The crypto market at large sustained its turbulent price action this week, with Bitcoin (BTC) jolting up and down between key levels of resistance and support. However, in spite of the dreary price action, this industry’s participants kept their pedal to the metal, announcing a series of developments that piqued the interest of investors worldwide. So, as recently put by Anthony “Pomp” Pompliano, Morgan Creek’s in-house cryptocurrency insider:

“Bear markets get rid of tourists so entrepreneurs can focus on building.”

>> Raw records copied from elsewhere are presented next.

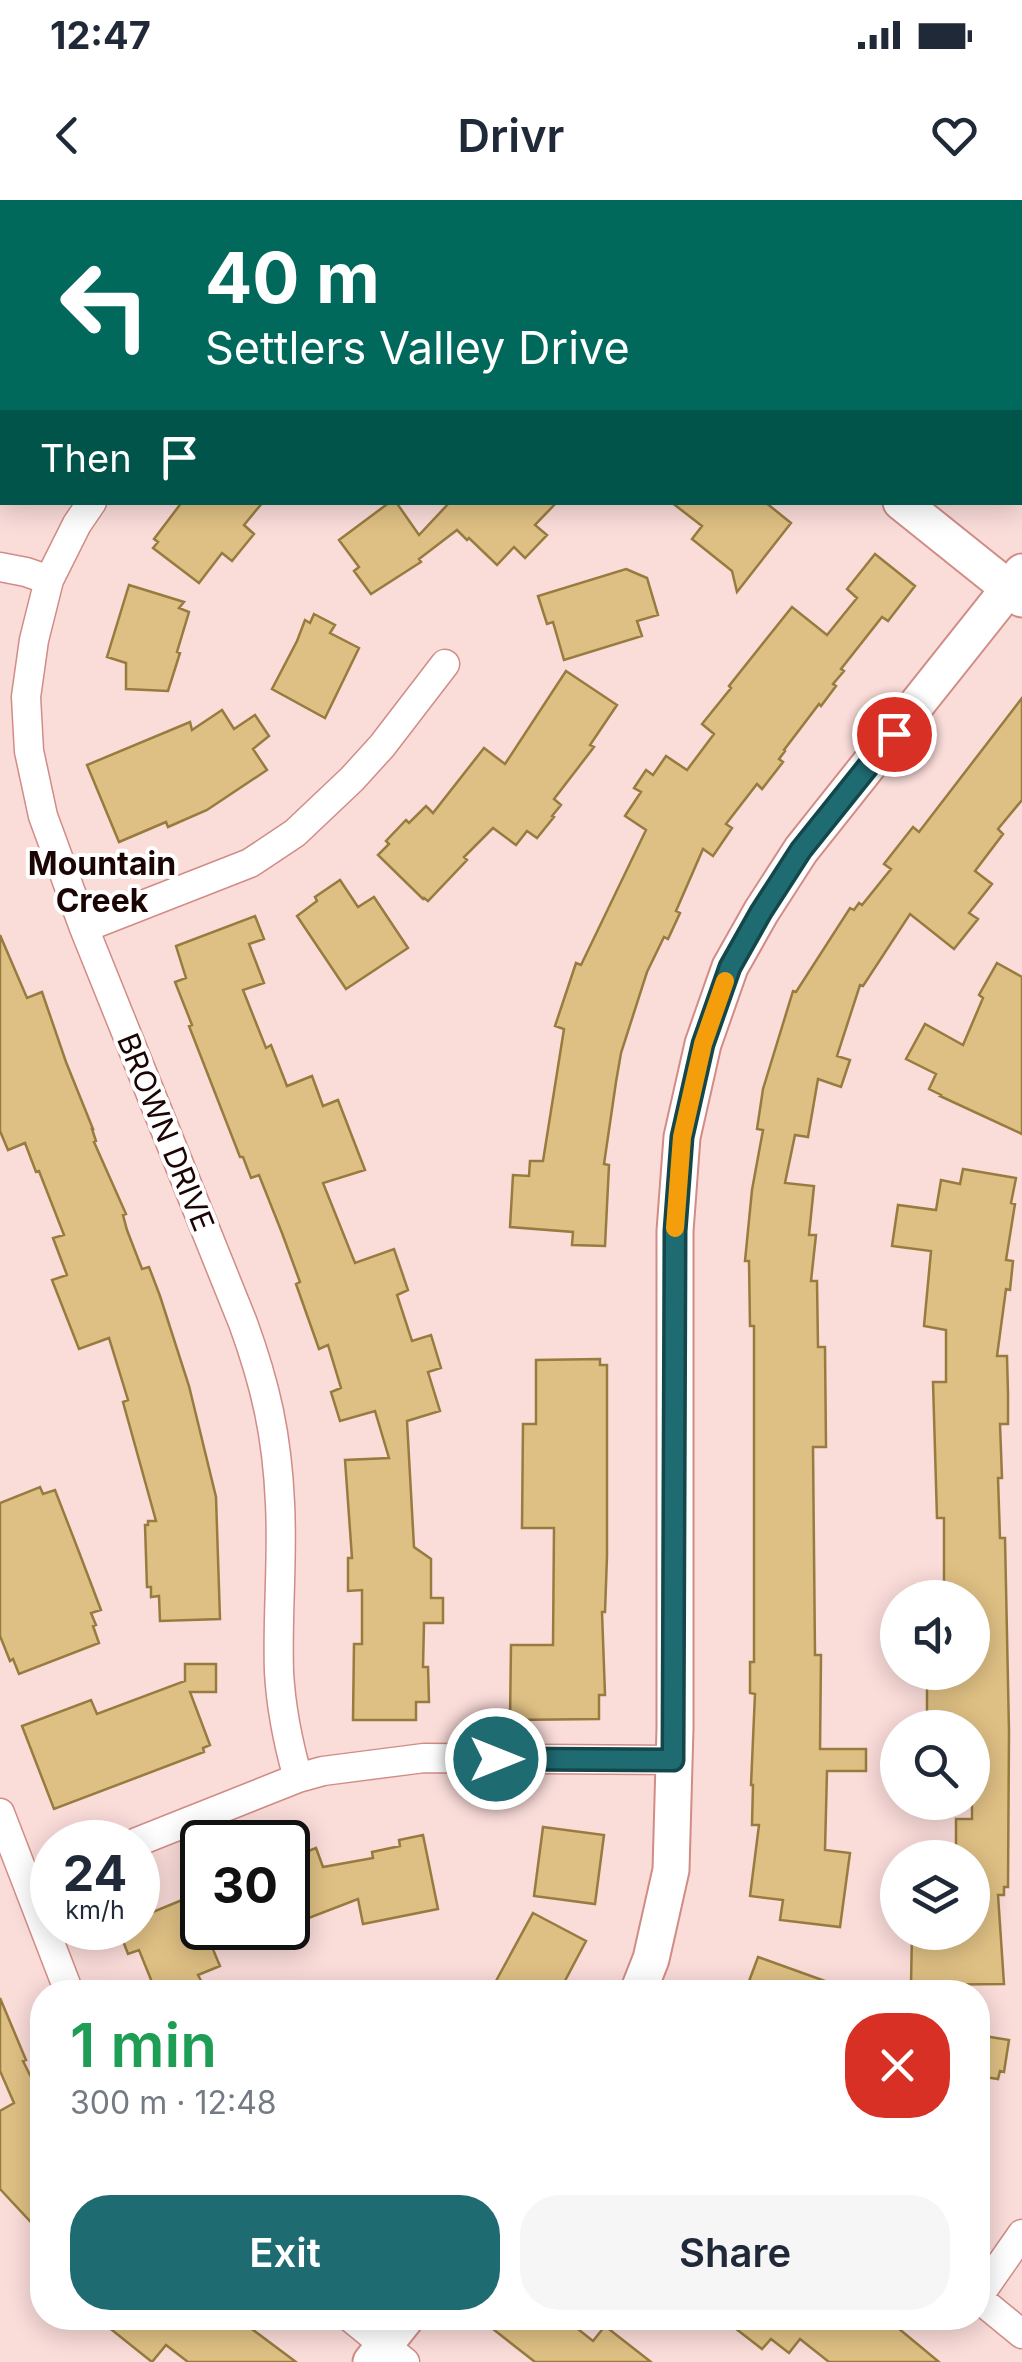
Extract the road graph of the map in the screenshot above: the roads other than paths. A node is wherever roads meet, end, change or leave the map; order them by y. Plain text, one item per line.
1 (90, 505) edge
2 (905, 505) edge
3 (0, 567) edge
4 (49, 580) junction
5 (1018, 587) edge
6 (445, 664) dead end
7 (84, 928) junction
8 (673, 1760) junction
9 (298, 1778) junction
10 (0, 1813) edge
11 (160, 1833) edge
12 (30, 1863) edge
13 (58, 1950) edge
14 (66, 1980) edge
15 (643, 1980) edge
16 (1022, 2234) edge
17 (990, 2281) edge
18 (990, 2308) edge
19 (362, 2330) edge
20 (400, 2330) edge
21 (1022, 2334) edge
22 (387, 2356) edge

1 - 4 street, BROWN DRIVE
2 - 5 street
3 - 4 street
4 - 7 street, BROWN DRIVE
5 - 8 street
6 - 7 street
7 - 9 street, BROWN DRIVE
8 - 9 street
8 - 15 street
9 - 11 street
10 - 12 street
13 - 14 street
16 - 17 street
18 - 21 street
19 - 22 street
20 - 22 street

SEC’s Clayton Isn’t Ready To Green Light A Crypto ETF
Since Bitcoin faltered in early-2018, investors in this nascent asset class have sought to find a light at the end of the tunnel. This light, as it turns out, is a U.S.-based, fully-regulated Bitcoin exchange-traded fund (ETF). But, as recently divulged by a commissioner from the U.S. Securities and Exchange Commission (SEC), the advent of a crypto-backed ETF might be nothing more than a quixotic dream, or at least for now.
Speaking at Consensus: Invest on Tuesday, SEC incumbent Jay Clayton, who assumed office in May 2017, exclaimed that he isn’t ready to greenlight a Bitcoin ETF. Backing his somewhat inflammatory statement with rationale, Clayton brought up the lack of market surveillance in crypto markets.

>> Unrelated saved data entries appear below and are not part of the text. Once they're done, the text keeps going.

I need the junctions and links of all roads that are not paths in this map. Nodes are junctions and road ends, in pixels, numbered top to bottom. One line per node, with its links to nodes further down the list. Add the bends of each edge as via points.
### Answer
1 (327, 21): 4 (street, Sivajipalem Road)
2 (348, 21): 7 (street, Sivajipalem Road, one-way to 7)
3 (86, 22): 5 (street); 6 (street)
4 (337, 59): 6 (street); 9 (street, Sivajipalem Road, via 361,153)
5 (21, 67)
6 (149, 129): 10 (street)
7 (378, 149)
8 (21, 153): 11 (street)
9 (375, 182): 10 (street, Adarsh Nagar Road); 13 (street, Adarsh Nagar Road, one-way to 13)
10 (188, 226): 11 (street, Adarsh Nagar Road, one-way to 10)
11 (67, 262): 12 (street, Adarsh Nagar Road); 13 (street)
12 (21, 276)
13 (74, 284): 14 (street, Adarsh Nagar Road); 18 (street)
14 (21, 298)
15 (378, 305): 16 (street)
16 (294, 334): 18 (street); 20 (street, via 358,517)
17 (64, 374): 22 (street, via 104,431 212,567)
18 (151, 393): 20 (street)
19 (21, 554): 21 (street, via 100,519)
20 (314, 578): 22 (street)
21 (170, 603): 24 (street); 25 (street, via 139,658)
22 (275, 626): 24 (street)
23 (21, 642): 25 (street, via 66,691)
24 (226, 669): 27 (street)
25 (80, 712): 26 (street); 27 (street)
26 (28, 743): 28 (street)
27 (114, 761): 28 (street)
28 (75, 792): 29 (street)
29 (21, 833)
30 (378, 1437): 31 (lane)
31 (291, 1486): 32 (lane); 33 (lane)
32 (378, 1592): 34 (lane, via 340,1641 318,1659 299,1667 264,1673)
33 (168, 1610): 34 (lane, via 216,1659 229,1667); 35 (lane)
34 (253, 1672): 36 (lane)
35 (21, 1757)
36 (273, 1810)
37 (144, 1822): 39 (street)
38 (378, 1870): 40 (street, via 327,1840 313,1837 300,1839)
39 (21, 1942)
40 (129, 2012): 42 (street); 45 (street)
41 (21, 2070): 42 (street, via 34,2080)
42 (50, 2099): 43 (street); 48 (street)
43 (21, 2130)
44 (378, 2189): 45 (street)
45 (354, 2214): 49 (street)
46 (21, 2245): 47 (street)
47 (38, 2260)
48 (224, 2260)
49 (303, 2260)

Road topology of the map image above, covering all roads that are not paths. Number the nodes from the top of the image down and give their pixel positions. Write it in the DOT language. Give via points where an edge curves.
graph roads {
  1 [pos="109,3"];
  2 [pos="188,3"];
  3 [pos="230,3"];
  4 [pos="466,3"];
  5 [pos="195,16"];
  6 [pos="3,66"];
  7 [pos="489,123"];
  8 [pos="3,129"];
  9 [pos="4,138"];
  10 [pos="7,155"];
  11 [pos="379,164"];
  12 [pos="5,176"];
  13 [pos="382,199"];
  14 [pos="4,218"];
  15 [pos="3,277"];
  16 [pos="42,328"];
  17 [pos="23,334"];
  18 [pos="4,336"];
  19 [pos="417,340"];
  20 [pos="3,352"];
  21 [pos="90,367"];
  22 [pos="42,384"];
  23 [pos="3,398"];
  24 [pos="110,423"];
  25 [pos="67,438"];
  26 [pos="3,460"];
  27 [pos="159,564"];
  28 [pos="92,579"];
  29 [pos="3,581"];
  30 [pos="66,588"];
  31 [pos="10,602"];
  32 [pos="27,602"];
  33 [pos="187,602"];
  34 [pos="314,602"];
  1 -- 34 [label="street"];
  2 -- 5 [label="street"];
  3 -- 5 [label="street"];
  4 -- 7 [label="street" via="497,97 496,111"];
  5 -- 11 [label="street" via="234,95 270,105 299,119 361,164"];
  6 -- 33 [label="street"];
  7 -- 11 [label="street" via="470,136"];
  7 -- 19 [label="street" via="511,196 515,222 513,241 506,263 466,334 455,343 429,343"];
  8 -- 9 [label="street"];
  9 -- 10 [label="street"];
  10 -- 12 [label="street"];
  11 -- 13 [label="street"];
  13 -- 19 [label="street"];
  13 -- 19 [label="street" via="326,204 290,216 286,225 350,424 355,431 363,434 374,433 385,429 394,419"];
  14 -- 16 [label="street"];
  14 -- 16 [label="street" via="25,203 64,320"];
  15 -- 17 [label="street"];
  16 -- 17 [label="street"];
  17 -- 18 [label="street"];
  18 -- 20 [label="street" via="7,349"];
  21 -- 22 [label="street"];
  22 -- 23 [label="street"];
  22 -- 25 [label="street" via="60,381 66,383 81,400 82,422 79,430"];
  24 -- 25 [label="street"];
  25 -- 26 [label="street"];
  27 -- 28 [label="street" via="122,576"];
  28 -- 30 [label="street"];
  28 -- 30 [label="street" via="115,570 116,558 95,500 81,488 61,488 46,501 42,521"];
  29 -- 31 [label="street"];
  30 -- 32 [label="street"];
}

Blockchains may be predicated on a semblance of transparency, but in juxtaposition to this nature, the SEC decision-maker noted that there’s an evident lack of bonafide surveillance implementations on crypto platforms at large. Clayton then explained that investors expect that a commodity-backed fund is free from manipulation, alluding to his sentiment that Bitcoin is susceptible to questionable fluctuations on a group’s whim, or through actions executed by bad actors.
Along with his fears regarding proper surveillance measures, the lawyer by trade also noted that while strides have been taken towards impenetrable custody solutions, these services purportedly remain vulnerable to unauthorized access.
VanEck, SolidX’s Bitcoin ETF Team Meet With SEC 
Despite Clayton’s concerns regarding crypto-backed ETFs, the SEC recently released a memorandum that outlined a paramount closed-door meeting attended by representatives from VanEck, SolidX, and CBOE, the three firms behind the foremost Bitcoin ETF application.
This recent event, which is the second of its kind, saw VanEck outline its proposed vehicle through a 62-part slide deck, breaking down the ETF to its core. Aiming to calm the SEC’s qualms with the cryptocurrency market, including fears that it’s rife low-liquidity, the ETF hopefuls touted the fact that the value of Bitcoin is “tightly linked” on spot and futures markets, apparently evidence that cryptocurrency is a “well-functioning capital market.” VanEck representatives went on to draw attention to the “resilience of Bitcoin markets,” claiming that the fixed supply, distributed, and secure nature of Bitcoin would disallow manipulation.
VanEck went on to laud CBOE’s trading system, which the ETF would be based upon, for its speed, security, and ability to stay compliant with financial law, something that the SEC is likely seeking.
No comments from the SEC were issued on VanEck’s slide deck, but many investors are hopeful that the attendees of the forum were pleased with what was presented.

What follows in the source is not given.